About 400 people, many holding lit candles, prayed Sunday evening for a safe outcome in the disappearance of 6-year-old Isabel Mercedes Celis as the search for her continued for a second day.

Tucson Police Chief Roberto Villaseñor called her case suspicious and a possible abduction.

"We've used just about every resource we could find to try and locate Isabel," Villaseñor said at a news conference Sunday afternoon at a shopping center on the southeast corner of South Craycroft Road and East Broadway, where friends of the family gathered to pray.

Valerie Ballesteros, one of the vigil organizers and who works with Isabel's mother, said, "Children are a true blessing ... we have to give Isabel back to the Celis family."

Villaseñor said he could not provide new information on Isabel's case, but he said a multi-agency force had scoured a 2.5-mile radius looking for clues.

Investigators have "no definitive break-in" at the home, but they did locate some "suspicious circumstances surrounding a potential entry point," said Sgt. Maria Hawke, a Police Department spokeswoman.

Several search warrants were served at various locations, but Villaseñor declined to say what the searches revealed.

At this time, investigators are "not ruling out anything," Hawke said. She would not say if any materials were taken by investigators from the family's home.

Hawke did say there are "no names of suspects connected to this case."

Villaseñor said the investigation has not narrowed and that every possible scenario is being pursued.

Law enforcement teams have looked in buildings and in the open desert, conducting a "thorough, methodical search," and investigators are sorting through tips and leads, Villaseñor said. He said teams have revisited locations and have conducted interviews, but he declined to elaborate.

The search will continue today. Villaseñor said up to 250 officers worked on the case over the weekend.

Sex offenders living within a three-mile radius of Isabel's home have been interviewed by investigators, which is standard protocol, he said.

The family of Isabel, known as "Isa," told police the child went to bed at 11 p.m. Friday, and when a family member went to wake her up at 8 a.m. Saturday she was gone. The family did a quick search of the house before calling 911 to report her missing.

Isabel lives in the 5600 block of East 12th Street, near East Broadway and Craycroft Road, with her parents and two older brothers. The family is cooperating fully with the investigation, said Hawke.

The Rev. Miguel Mariano, pastor at St. Joseph Catholic Church, 215 S. Craycroft Road, where the family attends Mass, prayed with the family in solitude. "I assured the family they have the parish community's support and prayers. We are one with them in their time of distress," Mariano said.

The family is "emotionally distraught," and their faith is helping them through the ordeal, said Mariano. He described the family as "very quiet and private."

The schools that Isabel and her siblings attend will have counselors available to students, faculty, staff and parents, according to Bud Stewart, superintendent of the Academy of Tucson Schools.

Isabel attends the Academy of Tucson's elementary school, and her siblings attend the middle and high schools.
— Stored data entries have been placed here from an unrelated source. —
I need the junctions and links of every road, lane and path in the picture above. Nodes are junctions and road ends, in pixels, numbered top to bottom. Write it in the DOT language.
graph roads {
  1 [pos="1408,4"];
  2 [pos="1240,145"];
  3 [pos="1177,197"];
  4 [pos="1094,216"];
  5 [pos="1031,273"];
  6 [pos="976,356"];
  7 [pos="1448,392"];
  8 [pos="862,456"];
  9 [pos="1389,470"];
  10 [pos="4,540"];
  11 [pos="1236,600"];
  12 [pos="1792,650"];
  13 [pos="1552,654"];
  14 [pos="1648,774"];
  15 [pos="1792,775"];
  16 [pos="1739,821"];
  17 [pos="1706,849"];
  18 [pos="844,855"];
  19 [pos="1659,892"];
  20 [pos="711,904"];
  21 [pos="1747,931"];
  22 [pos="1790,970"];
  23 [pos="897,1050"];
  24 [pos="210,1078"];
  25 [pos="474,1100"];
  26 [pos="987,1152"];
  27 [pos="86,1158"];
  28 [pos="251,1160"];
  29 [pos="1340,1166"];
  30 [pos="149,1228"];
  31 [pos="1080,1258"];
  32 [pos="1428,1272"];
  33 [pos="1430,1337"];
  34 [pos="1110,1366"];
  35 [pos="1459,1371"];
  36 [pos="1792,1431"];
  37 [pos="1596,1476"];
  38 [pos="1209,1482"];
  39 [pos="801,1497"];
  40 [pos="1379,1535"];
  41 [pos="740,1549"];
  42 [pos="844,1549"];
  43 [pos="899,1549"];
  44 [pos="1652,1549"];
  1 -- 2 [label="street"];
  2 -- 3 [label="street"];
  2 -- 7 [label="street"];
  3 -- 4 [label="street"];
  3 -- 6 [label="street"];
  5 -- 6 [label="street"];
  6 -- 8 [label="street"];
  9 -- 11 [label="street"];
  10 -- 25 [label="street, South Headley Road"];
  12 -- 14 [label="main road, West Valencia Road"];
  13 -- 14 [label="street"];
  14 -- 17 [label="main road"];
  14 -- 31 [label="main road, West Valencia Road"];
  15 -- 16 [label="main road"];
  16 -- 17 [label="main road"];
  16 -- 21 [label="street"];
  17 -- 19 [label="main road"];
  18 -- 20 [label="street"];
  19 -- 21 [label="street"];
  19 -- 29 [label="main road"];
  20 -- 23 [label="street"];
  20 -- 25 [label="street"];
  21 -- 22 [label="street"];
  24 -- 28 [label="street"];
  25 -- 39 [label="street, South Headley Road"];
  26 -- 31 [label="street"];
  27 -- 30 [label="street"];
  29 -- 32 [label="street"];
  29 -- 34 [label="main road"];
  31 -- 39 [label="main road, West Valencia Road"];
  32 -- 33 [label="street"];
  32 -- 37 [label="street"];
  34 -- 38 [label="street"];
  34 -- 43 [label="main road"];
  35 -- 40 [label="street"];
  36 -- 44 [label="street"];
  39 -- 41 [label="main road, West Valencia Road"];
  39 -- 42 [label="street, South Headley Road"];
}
The schools will keep their schedule, and students and staff will not be interrupted, Stewart said in press release.

Scores of police officers scoured Isabel's neighborhood all day Saturday, stopping anyone who came or went and checking inside cars and trunks. They also handed out fliers with Isabel's photograph and asked neighbors to be on the lookout for her.

Family, friends and volunteers had posted about 10,000 fliers with a picture of Isabel across the city by Sunday morning. She is shown wearing a dark blue uniform, holding a recognition certificate from her school.

The FBI sent agents and an evidence-recovery team to help in the search. A special FBI search dog arrived Sunday from Quantico, Va., to help.

The U.S. Marshals Office is helping in the search, and the Arizona Department of Corrections sent bloodhounds. Both the Pima County Sheriff's Department and the multi-agency Rapid Response Team sent search-and-rescue personnel. The Tucson Fire Department provided equipment and personnel.

Authorities did not issue an Amber Alert on Saturday because they said they were uncertain whether the child was abducted or walked away from her home. Federal guidelines require that law enforcement confirm that a child has been abducted before issuing an Amber Alert; the fear is that false alerts will make people stop taking the system seriously.

Also, in an Amber Alert, authorities must have the identity of a suspect, a description of the vehicle the child is traveling in and the location of travel - none of which fits Isabel's case, Hawke said.

At the vigil, people prayed the rosary and consoled one another.

"Tonight when you go home, give your kids an extra hug, an extra kiss," organizer Ballesteros said.

Friends opened an account for the Celis family. Ballesteros said the public can donate money to the family through Tucson Medical Center at https://www.tmcaz.com/TMCFoundation/

David Andrews, a co-worker of Isabel's mother, said she takes care of everyone else's children, and that he and others came to support the Celis family.

"Isa, we're looking for you, baby girl. We love you," he said.